[Saved entries]
******************************
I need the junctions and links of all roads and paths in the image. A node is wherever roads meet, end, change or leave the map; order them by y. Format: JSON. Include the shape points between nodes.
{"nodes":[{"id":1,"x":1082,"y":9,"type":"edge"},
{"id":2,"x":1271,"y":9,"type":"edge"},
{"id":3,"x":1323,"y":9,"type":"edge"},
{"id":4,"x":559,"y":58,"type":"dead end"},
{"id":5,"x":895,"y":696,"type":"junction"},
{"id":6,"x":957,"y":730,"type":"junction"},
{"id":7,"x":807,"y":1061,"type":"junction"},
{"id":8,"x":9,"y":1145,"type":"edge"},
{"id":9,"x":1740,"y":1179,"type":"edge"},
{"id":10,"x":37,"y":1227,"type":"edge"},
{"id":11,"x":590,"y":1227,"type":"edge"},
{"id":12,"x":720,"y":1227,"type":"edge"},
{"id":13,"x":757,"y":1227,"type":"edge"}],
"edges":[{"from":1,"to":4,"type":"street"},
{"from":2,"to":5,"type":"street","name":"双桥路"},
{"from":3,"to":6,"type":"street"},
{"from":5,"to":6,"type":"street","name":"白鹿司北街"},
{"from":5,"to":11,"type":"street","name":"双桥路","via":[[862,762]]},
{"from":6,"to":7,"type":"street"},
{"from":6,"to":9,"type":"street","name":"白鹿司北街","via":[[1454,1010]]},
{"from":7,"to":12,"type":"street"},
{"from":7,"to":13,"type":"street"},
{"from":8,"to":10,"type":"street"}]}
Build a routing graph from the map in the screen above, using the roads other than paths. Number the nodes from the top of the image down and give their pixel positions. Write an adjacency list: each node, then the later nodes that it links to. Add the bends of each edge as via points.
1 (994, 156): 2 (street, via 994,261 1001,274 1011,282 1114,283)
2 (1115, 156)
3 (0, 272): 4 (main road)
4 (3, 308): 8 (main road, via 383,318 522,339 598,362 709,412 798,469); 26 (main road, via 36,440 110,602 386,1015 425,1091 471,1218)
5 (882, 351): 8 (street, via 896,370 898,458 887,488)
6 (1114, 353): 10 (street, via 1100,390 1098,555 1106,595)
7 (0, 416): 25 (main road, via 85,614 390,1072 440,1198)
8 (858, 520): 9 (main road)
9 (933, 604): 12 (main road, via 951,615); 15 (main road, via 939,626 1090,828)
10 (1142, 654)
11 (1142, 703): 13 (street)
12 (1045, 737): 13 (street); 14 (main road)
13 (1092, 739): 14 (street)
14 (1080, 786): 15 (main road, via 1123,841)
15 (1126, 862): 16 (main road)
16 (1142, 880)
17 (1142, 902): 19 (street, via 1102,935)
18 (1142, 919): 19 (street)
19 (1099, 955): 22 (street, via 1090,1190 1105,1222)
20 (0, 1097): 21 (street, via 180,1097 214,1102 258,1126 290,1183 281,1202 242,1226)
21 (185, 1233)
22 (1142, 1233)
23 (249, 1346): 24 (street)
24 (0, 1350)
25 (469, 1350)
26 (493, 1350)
******************************
ASSIGNMENT: Exact reproduction of every entry is needed.

SOLUTION BELOW:
I need the junctions and links of all roads and paths in the image. A node is wherever roads meet, end, change or leave the map; order them by y. Format: JSON. Include the shape points between nodes.
{"nodes":[{"id":1,"x":1082,"y":9,"type":"edge"},
{"id":2,"x":1271,"y":9,"type":"edge"},
{"id":3,"x":1323,"y":9,"type":"edge"},
{"id":4,"x":559,"y":58,"type":"dead end"},
{"id":5,"x":895,"y":696,"type":"junction"},
{"id":6,"x":957,"y":730,"type":"junction"},
{"id":7,"x":807,"y":1061,"type":"junction"},
{"id":8,"x":9,"y":1145,"type":"edge"},
{"id":9,"x":1740,"y":1179,"type":"edge"},
{"id":10,"x":37,"y":1227,"type":"edge"},
{"id":11,"x":590,"y":1227,"type":"edge"},
{"id":12,"x":720,"y":1227,"type":"edge"},
{"id":13,"x":757,"y":1227,"type":"edge"}],
"edges":[{"from":1,"to":4,"type":"street"},
{"from":2,"to":5,"type":"street","name":"双桥路"},
{"from":3,"to":6,"type":"street"},
{"from":5,"to":6,"type":"street","name":"白鹿司北街"},
{"from":5,"to":11,"type":"street","name":"双桥路","via":[[862,762]]},
{"from":6,"to":7,"type":"street"},
{"from":6,"to":9,"type":"street","name":"白鹿司北街","via":[[1454,1010]]},
{"from":7,"to":12,"type":"street"},
{"from":7,"to":13,"type":"street"},
{"from":8,"to":10,"type":"street"}]}
Build a routing graph from the map in the screen above, using the roads other than paths. Number the nodes from the top of the image down and give their pixel positions. Write an adjacency list: each node, then the later nodes that it links to. Add the bends of each edge as via points.
1 (994, 156): 2 (street, via 994,261 1001,274 1011,282 1114,283)
2 (1115, 156)
3 (0, 272): 4 (main road)
4 (3, 308): 8 (main road, via 383,318 522,339 598,362 709,412 798,469); 26 (main road, via 36,440 110,602 386,1015 425,1091 471,1218)
5 (882, 351): 8 (street, via 896,370 898,458 887,488)
6 (1114, 353): 10 (street, via 1100,390 1098,555 1106,595)
7 (0, 416): 25 (main road, via 85,614 390,1072 440,1198)
8 (858, 520): 9 (main road)
9 (933, 604): 12 (main road, via 951,615); 15 (main road, via 939,626 1090,828)
10 (1142, 654)
11 (1142, 703): 13 (street)
12 (1045, 737): 13 (street); 14 (main road)
13 (1092, 739): 14 (street)
14 (1080, 786): 15 (main road, via 1123,841)
15 (1126, 862): 16 (main road)
16 (1142, 880)
17 (1142, 902): 19 (street, via 1102,935)
18 (1142, 919): 19 (street)
19 (1099, 955): 22 (street, via 1090,1190 1105,1222)
20 (0, 1097): 21 (street, via 180,1097 214,1102 258,1126 290,1183 281,1202 242,1226)
21 (185, 1233)
22 (1142, 1233)
23 (249, 1346): 24 (street)
24 (0, 1350)
25 (469, 1350)
26 (493, 1350)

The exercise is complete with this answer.